Oleh Muchsin Ismail, Praktisi Pendidikan dan Ketua komunitas Go Trendi Bogor


gpsbestari.com 

Sejak Januari sampai bulan April 2017, mahasiswa yang meregang nyawa diduga akibat kekerasan fisik sudah berjumlah 7 orang. Korban teranyar yang terjadi pada awal April adalah mahasiswa bernama Amirullah Adityas Putra (18), taruna Sekolah Tinggi Ilmu Pelayaran (STIP), di Jakarta. Ia tewas karena penganiaan yang dilakukan oleh oknum-oknum seniornya.

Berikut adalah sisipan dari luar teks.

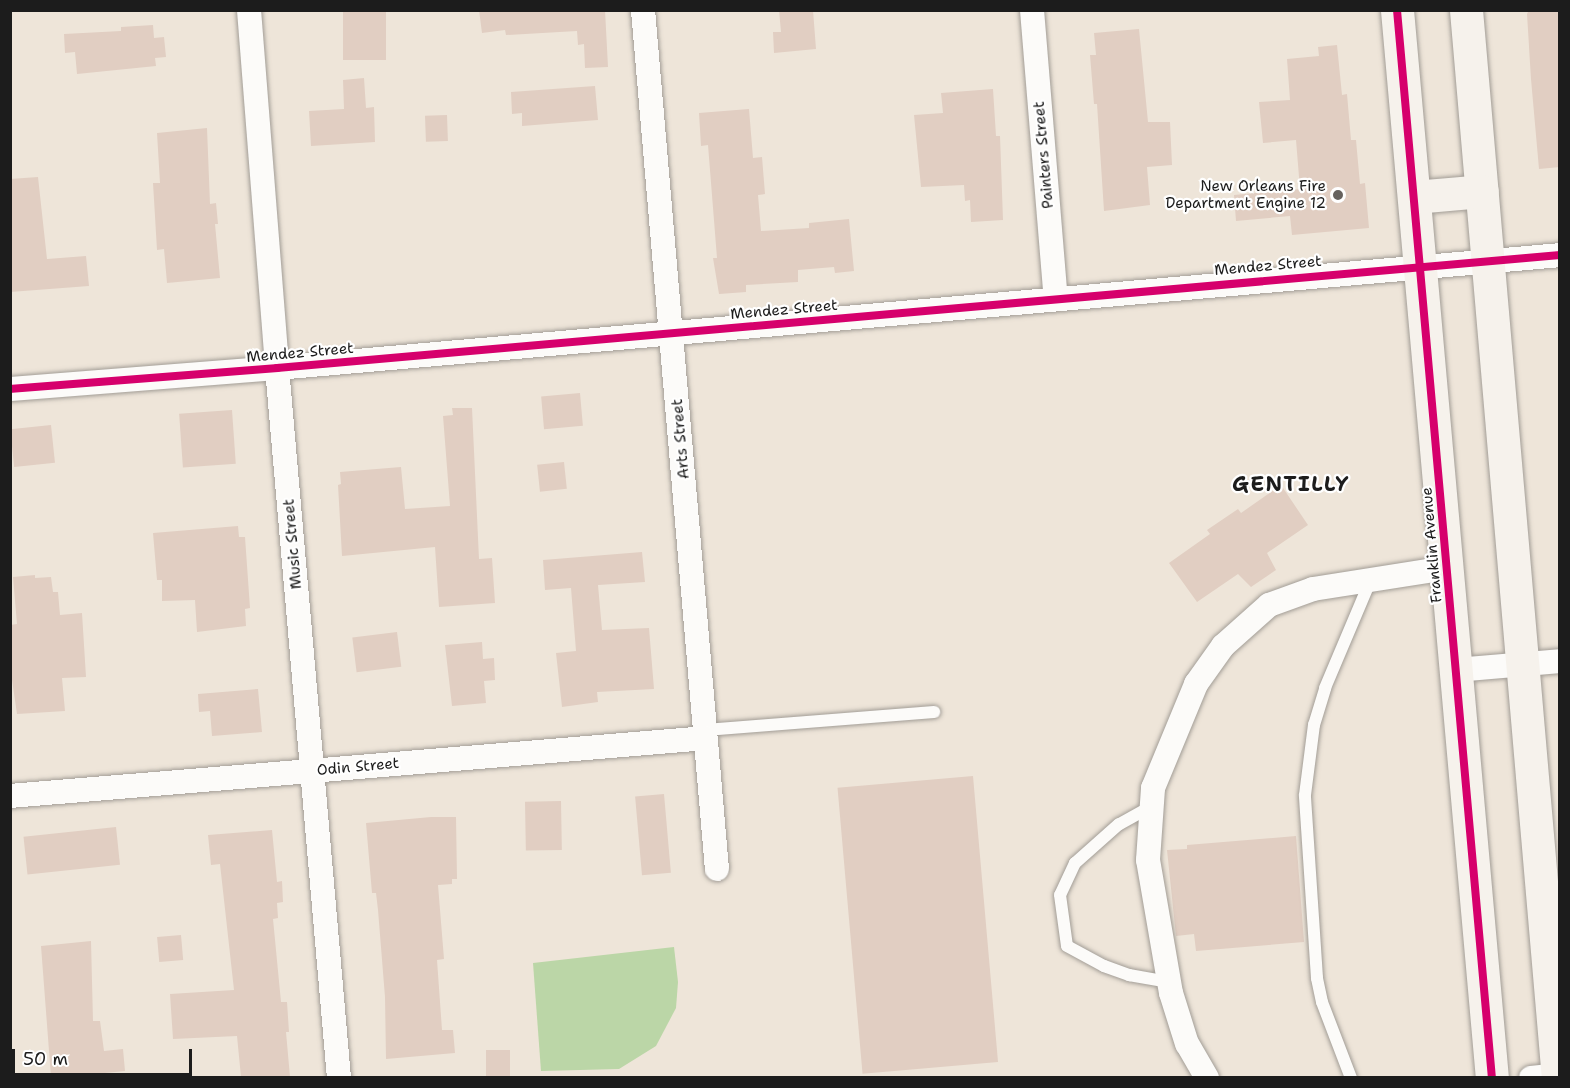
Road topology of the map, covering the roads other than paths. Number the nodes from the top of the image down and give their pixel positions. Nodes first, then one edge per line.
1 (249, 10) edge
2 (643, 10) edge
3 (1032, 10) edge
4 (1398, 10) edge
5 (1466, 10) edge
6 (1482, 191) junction
7 (1414, 197) junction
8 (1560, 255) edge
9 (1488, 260) junction
10 (1419, 267) junction
11 (1056, 298) junction
12 (672, 334) junction
13 (277, 368) junction
14 (10, 389) edge
15 (1447, 568) junction
16 (1371, 579) junction
17 (1560, 661) edge
18 (1523, 664) junction
19 (1456, 670) junction
20 (934, 712) dead end
21 (706, 734) junction
22 (314, 770) junction
23 (10, 796) edge
24 (1152, 806) junction
25 (717, 868) dead end
26 (1169, 982) junction
27 (1552, 1076) edge
28 (339, 1077) edge
29 (1206, 1077) edge
30 (1351, 1077) edge
31 (1492, 1077) edge

1 - 13 street, Music Street
2 - 12 street, Arts Street
3 - 11 street, Painters Street
4 - 7 street, Franklin Avenue
5 - 6 street
6 - 7 street
6 - 9 street
7 - 10 street, Franklin Avenue
8 - 9 street, Mendez Street
9 - 10 street, Mendez Street
9 - 18 street
10 - 11 street, Mendez Street
10 - 15 street, Franklin Avenue
11 - 12 street, Mendez Street
12 - 13 street, Mendez Street
12 - 21 street, Arts Street
13 - 14 street, Mendez Street
13 - 22 street, Music Street
15 - 16 street
15 - 19 street, Franklin Avenue
16 - 24 street
16 - 30 lane
17 - 18 street
18 - 19 street
18 - 27 street
19 - 31 street, Franklin Avenue
20 - 21 lane
21 - 22 street, Odin Street
21 - 25 street, Arts Street
22 - 23 street, Odin Street
22 - 28 street, Music Street
24 - 26 street
24 - 26 lane
26 - 29 street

Tulisan ini hendak memotret kenapa peristiwa seperti itu sering terulang-ulang di serambi pendidikan kita. Seakan ini menjustifikasi bahwa kita tidak pernah dimampukan  belajar dari peristiwa-peristiwa tersebut guna menyelenggarakan pendidikan bermartabat. Jika ditelisik lebih dalam terjadinya kekerasan di sekolah, maka ada tiga ranah yang harus menjadi perhatian bersama: kurikulum, pendidik dan tenaga kependidikan, dan lingkungan sosial internal sekolah atau kampus.

Hakikat Kurikulum
Berbicara tentang pendidikan nasional maka mau tidak mau kita harus melihat out put diskursus kurikulum yang kita miliki yang bernama kurikulum nasional. Dan itu artinya, kita harus menengok kurikulum sebagaimana dirumuskan secara nasional oleh para elit. 

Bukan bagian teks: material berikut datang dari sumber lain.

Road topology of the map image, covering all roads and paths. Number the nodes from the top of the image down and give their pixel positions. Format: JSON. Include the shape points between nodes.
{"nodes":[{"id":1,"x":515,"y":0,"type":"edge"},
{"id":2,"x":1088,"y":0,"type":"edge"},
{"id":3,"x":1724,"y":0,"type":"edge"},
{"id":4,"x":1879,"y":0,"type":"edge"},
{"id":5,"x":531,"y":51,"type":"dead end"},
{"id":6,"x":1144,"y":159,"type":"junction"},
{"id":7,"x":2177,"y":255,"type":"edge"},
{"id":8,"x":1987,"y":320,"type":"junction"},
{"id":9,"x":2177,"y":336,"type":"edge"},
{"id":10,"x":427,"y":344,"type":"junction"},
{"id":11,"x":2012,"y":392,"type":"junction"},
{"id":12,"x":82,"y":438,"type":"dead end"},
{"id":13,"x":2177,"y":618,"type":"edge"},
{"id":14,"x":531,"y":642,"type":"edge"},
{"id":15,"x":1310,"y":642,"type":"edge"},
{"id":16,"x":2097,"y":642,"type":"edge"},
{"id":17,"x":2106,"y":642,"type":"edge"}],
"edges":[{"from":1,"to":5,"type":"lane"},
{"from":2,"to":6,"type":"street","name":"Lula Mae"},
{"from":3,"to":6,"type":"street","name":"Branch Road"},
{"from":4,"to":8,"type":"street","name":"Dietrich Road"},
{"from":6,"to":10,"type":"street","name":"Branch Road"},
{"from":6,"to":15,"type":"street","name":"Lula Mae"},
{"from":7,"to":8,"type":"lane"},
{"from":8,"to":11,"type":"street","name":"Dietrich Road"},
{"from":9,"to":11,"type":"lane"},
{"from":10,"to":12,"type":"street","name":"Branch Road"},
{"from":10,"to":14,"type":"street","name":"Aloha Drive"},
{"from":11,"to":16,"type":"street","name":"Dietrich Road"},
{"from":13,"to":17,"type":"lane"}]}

Menurut UU No. 20 Tahun 2003, kurikulum merupakan seperangkat rencana dan sebuah pengaturan berkaitan dengan tujuan, isi, bahan ajar dan cara yang digunakan sebagai pedoman dalam penyelenggaraan kegiatan pembelajaran untuk mencapai sebuah tujuan pendidikan nasional. Sementara itu Inlow (1966) menyatakan, kurikulum merupakan suatu usaha menyeluruh yang dirancang secara khusus guna untuk membimbing peserta didik dalam memperoleh hasil belajar dari pembelajaran yang sudah ditetapkan.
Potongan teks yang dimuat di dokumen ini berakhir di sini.